For the past couple of days, when time allows, I have been attempting to analyze the behavior of a PLL implemented in software that is used in some of our products. The PLL is modeled after a linear PLL in that it multiplies the incomming (sine) wave with a reference sine wave, filters (?) the result and then uses the result to drive a numerically controlled oscilator that generates the reference wave.

In the filter portion, the software takes the error signal and multiplies it by a proportional constant (call it K1) and multiplies the running summation of the error signal(integration) by another constant (call it K2). The two products are then summed together. In other words, the error signal is passed through a PI compensator and the result is used to drive the NCO.

If this were a continuous time system, I would model the 'filter' block as K1 + K2/s. However, this is not a continous time system as it is working off of sampled data. What I have are the constants, K1 and K2 (discrete time), but what I would like is to find an analytical solution that can be modeled in a tool such as Matlab or Octave.

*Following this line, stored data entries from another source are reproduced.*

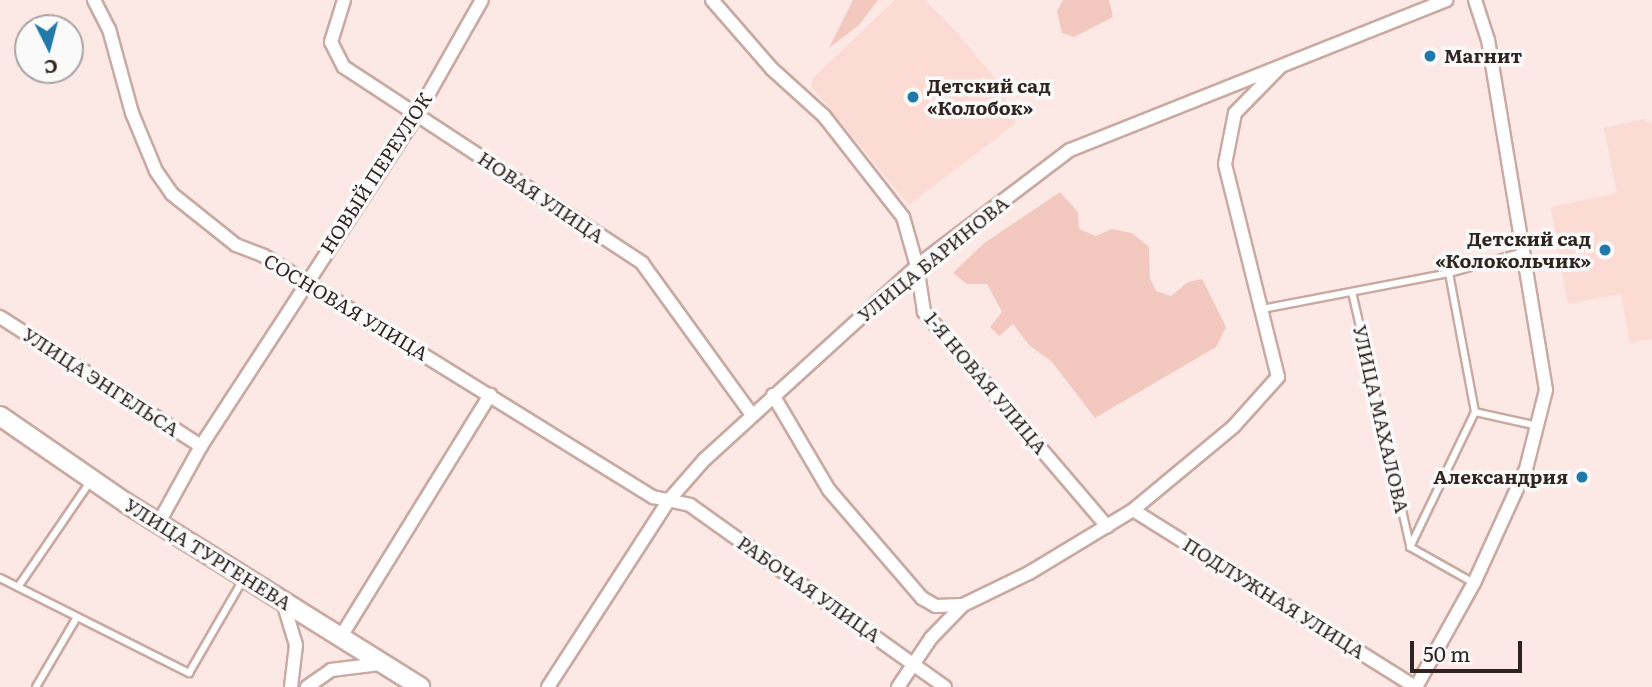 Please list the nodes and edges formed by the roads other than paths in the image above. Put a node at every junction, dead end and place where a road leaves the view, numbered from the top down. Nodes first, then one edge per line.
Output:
1 (94, 0) edge
2 (344, 0) edge
3 (482, 0) edge
4 (712, 0) edge
5 (1446, 0) edge
6 (1475, 0) edge
7 (1286, 62) junction
8 (416, 116) junction
9 (1523, 252) junction
10 (918, 266) junction
11 (1449, 273) junction
12 (304, 283) junction
13 (1352, 292) junction
14 (1261, 309) junction
15 (0, 317) edge
16 (773, 395) junction
17 (490, 396) junction
18 (1475, 412) junction
19 (0, 415) edge
20 (752, 415) junction
21 (1540, 426) junction
22 (201, 446) junction
23 (91, 480) junction
24 (669, 500) junction
25 (1133, 510) junction
26 (158, 524) junction
27 (1107, 526) junction
28 (1410, 547) junction
29 (0, 578) edge
30 (245, 578) junction
31 (1474, 583) junction
32 (18, 587) junction
33 (283, 601) junction
34 (963, 605) junction
35 (77, 617) junction
36 (340, 638) junction
37 (382, 664) junction
38 (914, 668) junction
39 (36, 687) edge
40 (291, 687) edge
41 (307, 687) edge
42 (420, 687) edge
43 (548, 687) edge
44 (898, 687) edge
45 (945, 687) edge
46 (1416, 687) edge

1 - 12 street, СОСНОВАЯ УЛИЦА
2 - 8 street, НОВАЯ УЛИЦА
3 - 8 street, НОВЫЙ ПЕРЕУЛОК
4 - 10 street, 1-Я НОВАЯ УЛИЦА
5 - 7 street, УЛИЦА БАРИНОВА
6 - 9 street
7 - 10 street, УЛИЦА БАРИНОВА
7 - 14 street
8 - 12 street, НОВЫЙ ПЕРЕУЛОК
8 - 20 street, НОВАЯ УЛИЦА
9 - 11 lane
9 - 21 street
10 - 16 street, УЛИЦА БАРИНОВА
10 - 27 street, 1-Я НОВАЯ УЛИЦА
11 - 13 lane
11 - 18 lane
12 - 17 street, СОСНОВАЯ УЛИЦА
12 - 22 street, НОВЫЙ ПЕРЕУЛОК
13 - 14 lane
13 - 28 lane, УЛИЦА МАХАЛОВА
14 - 25 street
15 - 22 street, УЛИЦА ЭНГЕЛЬСА
16 - 20 street, УЛИЦА БАРИНОВА
16 - 34 street
17 - 24 street, СОСНОВАЯ УЛИЦА
17 - 36 street
18 - 21 lane
18 - 28 lane, УЛИЦА МАХАЛОВА
19 - 23 street, УЛИЦА ТУРГЕНЕВА
20 - 24 street, УЛИЦА БАРИНОВА
21 - 31 street
22 - 26 street, НОВЫЙ ПЕРЕУЛОК
23 - 26 street, УЛИЦА ТУРГЕНЕВА
23 - 32 lane
24 - 38 street, РАБОЧАЯ УЛИЦА
24 - 43 street, УЛИЦА БАРИНОВА
25 - 27 street
25 - 46 street, ПОДЛУЖНАЯ УЛИЦА
26 - 30 street, УЛИЦА ТУРГЕНЕВА
27 - 34 street
28 - 31 lane
29 - 32 lane
30 - 33 street, УЛИЦА ТУРГЕНЕВА
30 - 35 lane
31 - 46 street
32 - 35 lane
33 - 36 street, УЛИЦА ТУРГЕНЕВА
33 - 40 street
34 - 38 street
35 - 39 lane
36 - 37 street, УЛИЦА ТУРГЕНЕВА
37 - 41 street
37 - 42 street, УЛИЦА ТУРГЕНЕВА
38 - 44 street
38 - 45 street, РАБОЧАЯ УЛИЦА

In this case, I am having trouble seeing how I would model the integrator in the PI block. If I recall correctly, a discrete time intergrator is modeled something like 2/T * (z+1)/(z-1), assuming the use of the bilinear transform. Would I simply model this as 2*K2*(z+1) / T*(z-1)? Similarly, since the NCO is typically modeled as an integrator, I assume I would use a similar model? The phase detector I am treating as a unity gain coeffecient in this application, but my question is how to handle the other components?

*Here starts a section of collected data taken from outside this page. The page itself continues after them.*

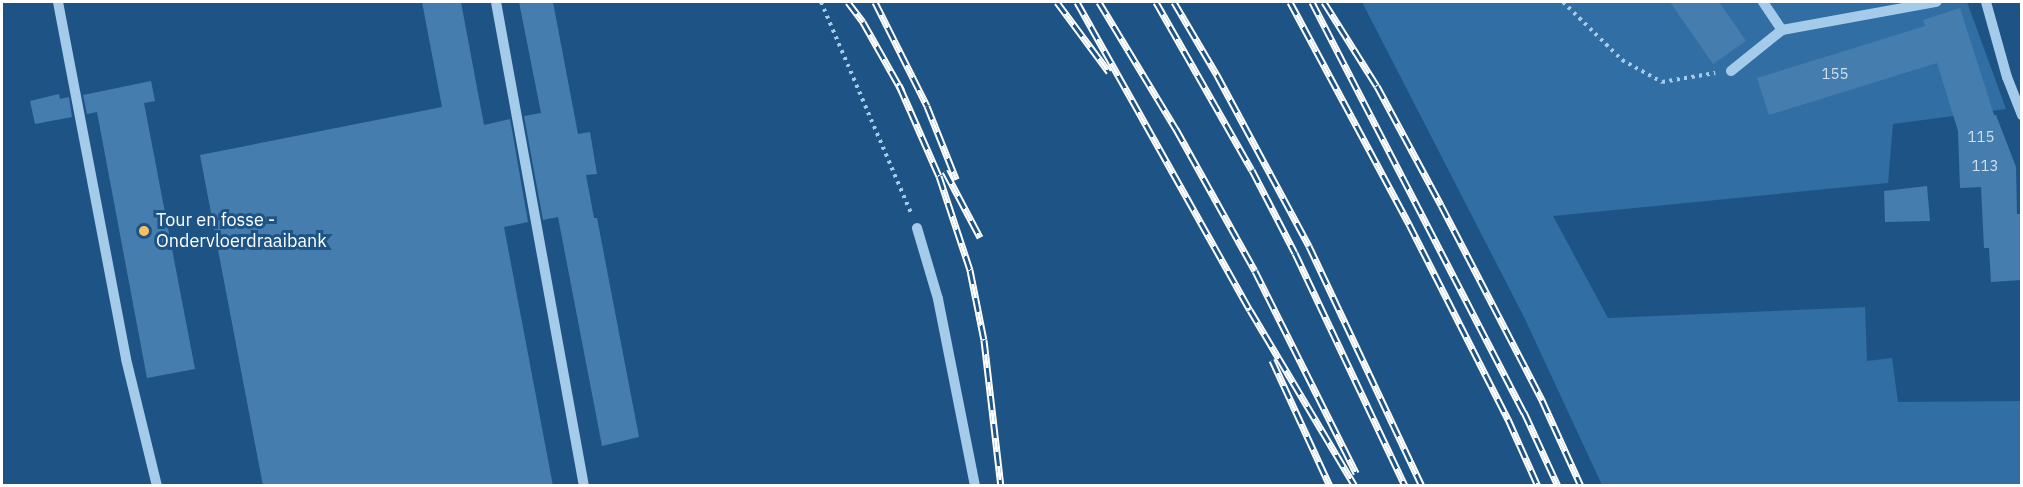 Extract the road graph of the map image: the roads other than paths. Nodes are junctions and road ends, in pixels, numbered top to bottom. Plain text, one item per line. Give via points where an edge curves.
1 (58, 2) edge
2 (496, 2) edge
3 (1763, 2) edge
4 (1936, 2) edge
5 (1986, 2) edge
6 (1782, 30) junction
7 (1731, 71) road end
8 (2022, 115) edge
9 (917, 228) road end
10 (157, 486) edge
11 (584, 486) edge
12 (975, 486) edge

1 - 10 street via 126,359
2 - 11 street
3 - 6 street
4 - 6 street
5 - 8 street
6 - 7 street
9 - 12 street via 938,299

I am interested in modeling this system because of the results of some experiments I ran performing an iterative analysis with a PC program. I found that if I fed in a clean sinewave input that the system tracked cleanly, but if I introduced a small signal random number noise to input the signal to simulate real sampling, that output (from the PI block) would jitter significantly in frequency. Significantly in this case being about 10% of the nominal value.

My boss believed that the PLL worked perfectly on the basis that they had been shipping it for many years, but now I am challenging that assertion. I would like to either prove or disprove my assertion, hence my desire to model the system? If it turns out that the PLL is too noise sensitive, I would like to be able to work with a model to come up with a better solution.

To repeat, my question is, given the sample based constants and that the intergration runs as a sum, how would I model this block for a closed form solution, assuming one exists?

 

[sreid]

I think as you have already seen is the discrete integrator is simply

Out(N) = K2(N)+Out(N-1)

You can convert this to the analog equivilent.

Because of the proportional gain, noise through the PI controller is not attenuated. This can be reduced by using a low pass filter with a high enough frequency that the stability of the PLL is not significantly affected.

 

[Noway2]

Sreid, thank you for your insight. You are quite correct and I was certainly having the problem of not seeing the forrest for the trees. This morning, I had one of those proverbial hygiene epiphanies that I could apply the z^-1 is a delay to the equation, like you suggested and 'transform' it that way if need be. I also remembered that there are closed form representations of the infinite sums too. I guess it has been a while since I have studied the discrete time systems.

Yesterday I implemented a PLL in software and tried both a simple 1st order filter (I used a butterworth as it was easy to get Z coefficients with a software tool) and a PI compensator. As you correctly pointed out, the PI does not attenuate the noise and passes about 10x the phase detector ripple as compared to the filter. This results in jitter in the instaneous frequency reading. I think the original designers chose a PI because of the idea that the integrator would drive it towards zero steady state error, but I can't say for certain as the guy is long gone from here. Perhaps there are some other advantages that I am not aware of. One thing that occured to me is that the application works with 3 phase power and by summing the phase error (ea ~120hz ripple) that this should result in a much smaller overall ripple, which may be what they were counting on.

As an aside one thing I did discover that I thought was really interesting is that if I reduce the forcing function into the NCO (filter output) that the tracking ripple would be reduced and the instaneous frequnecy output would stabilize. This occured at the expense of a reduced lock in range of the PLL.